Tras el sentimiento de “pérdida de las pequeñas cosas”, no se esconde sólo un conservadurismo nostálgico sino la conciencia de que lo que se nos está imponiendo trastoca profundamente las relaciones entre los individuos y también la capacidad que los individuos tienen para decidir sobre su propia vida. En definitiva, está afectando a la democracia. La “comunidad de formato humano”, respetuosa con el entorno, va siendo sustituida por unas relaciones de oligopolio empresarial basadas en la ganancia y el beneficio. Todo el proceso desde la siembra hasta la distribución en grandes superficies, queda controlado por grandes corporaciones que se encargan de proporcional las semillas, de los tratamientos a través de agrotóxicos, de la transformación de los alimentos, de su comercio y, finalmente, de su distribución. Y eso no solamente en los productos vegetales, sino también en el caso de la ganadería. Resulta imposible competir con las grandes corporaciones, ya que ellas imponen sus condiciones en cada una de las fases del proceso, mientras amplían el negocio a partir de la compra de más y más tierras pertenecientes a agricultores o a comunidades de agricultores arruinados. La consecuencia de todo es, pues, una progresiva pérdida de control por parte de productores y consumidores sobre lo que se siembra y lo que se consume.
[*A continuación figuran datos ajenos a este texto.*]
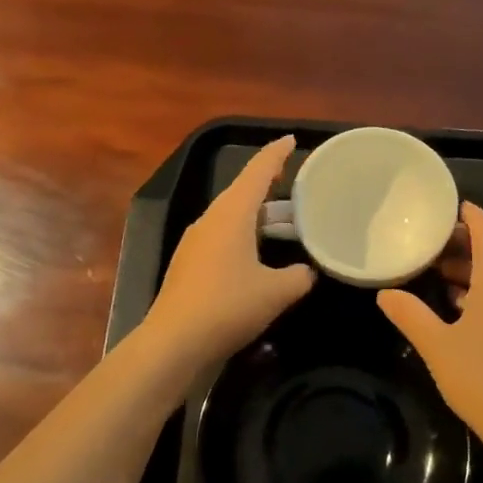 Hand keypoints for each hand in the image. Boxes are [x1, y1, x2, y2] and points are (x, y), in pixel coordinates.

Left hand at [145, 136, 314, 367]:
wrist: (174, 342)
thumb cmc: (229, 306)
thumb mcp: (277, 292)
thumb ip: (300, 277)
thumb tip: (308, 272)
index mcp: (232, 214)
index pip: (257, 172)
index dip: (275, 154)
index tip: (290, 140)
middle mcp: (210, 220)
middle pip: (242, 192)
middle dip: (268, 185)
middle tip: (294, 183)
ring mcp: (195, 242)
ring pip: (231, 216)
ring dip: (256, 214)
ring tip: (282, 220)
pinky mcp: (189, 264)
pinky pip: (222, 237)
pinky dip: (244, 235)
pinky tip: (256, 254)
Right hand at [378, 202, 482, 459]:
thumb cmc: (482, 378)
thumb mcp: (437, 345)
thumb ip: (410, 315)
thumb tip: (385, 294)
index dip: (472, 216)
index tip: (452, 206)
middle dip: (469, 240)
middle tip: (435, 240)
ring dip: (475, 266)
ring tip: (440, 270)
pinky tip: (458, 305) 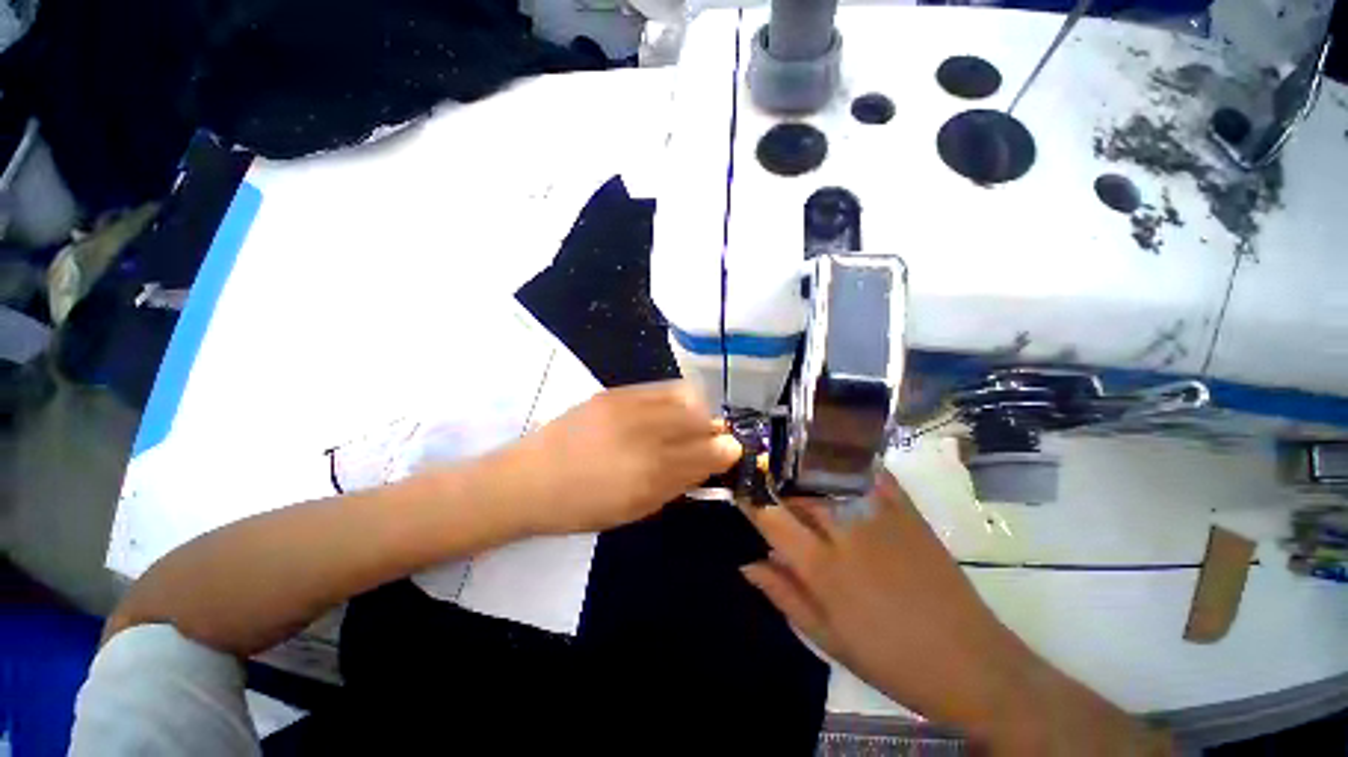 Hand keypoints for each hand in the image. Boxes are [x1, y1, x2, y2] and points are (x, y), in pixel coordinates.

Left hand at [500, 380, 741, 534]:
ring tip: (693, 422)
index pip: (705, 454)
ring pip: (684, 398)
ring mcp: (628, 407)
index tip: (733, 451)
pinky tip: (671, 408)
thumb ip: (677, 485)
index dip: (726, 451)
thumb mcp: (635, 509)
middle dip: (715, 428)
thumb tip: (710, 464)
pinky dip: (676, 397)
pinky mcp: (614, 392)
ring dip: (698, 409)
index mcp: (650, 475)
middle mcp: (644, 436)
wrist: (529, 480)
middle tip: (715, 437)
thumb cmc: (582, 507)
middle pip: (699, 421)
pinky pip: (660, 388)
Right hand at [740, 471, 1171, 754]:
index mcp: (823, 568)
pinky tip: (833, 454)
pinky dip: (848, 460)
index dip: (749, 498)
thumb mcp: (828, 638)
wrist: (972, 662)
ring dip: (802, 465)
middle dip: (772, 476)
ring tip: (786, 459)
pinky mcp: (906, 511)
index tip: (738, 486)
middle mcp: (846, 532)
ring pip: (827, 475)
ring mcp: (879, 516)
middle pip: (797, 489)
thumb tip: (747, 562)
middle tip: (759, 469)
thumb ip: (784, 595)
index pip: (771, 517)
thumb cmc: (891, 659)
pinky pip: (870, 473)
Frente a todo esto nace, sin embargo, una alternativa: la soberanía alimentaria. De todas maneras, esta soberanía no será posible sin la complicidad de unos consumidores interesados en conocer el origen y la calidad de lo que compran. Unos consumidores responsables que no se dejen deslumbrar por las grandes rebajas, por las grandes ofertas y por todo lo grande, y que vuelvan a valorar las pequeñas casas. Y, entre estas pequeñas cosas, aquellos valores como la austeridad, el amor a la tierra y la solidaridad, que aseguren a la larga una vida digna para todo el mundo.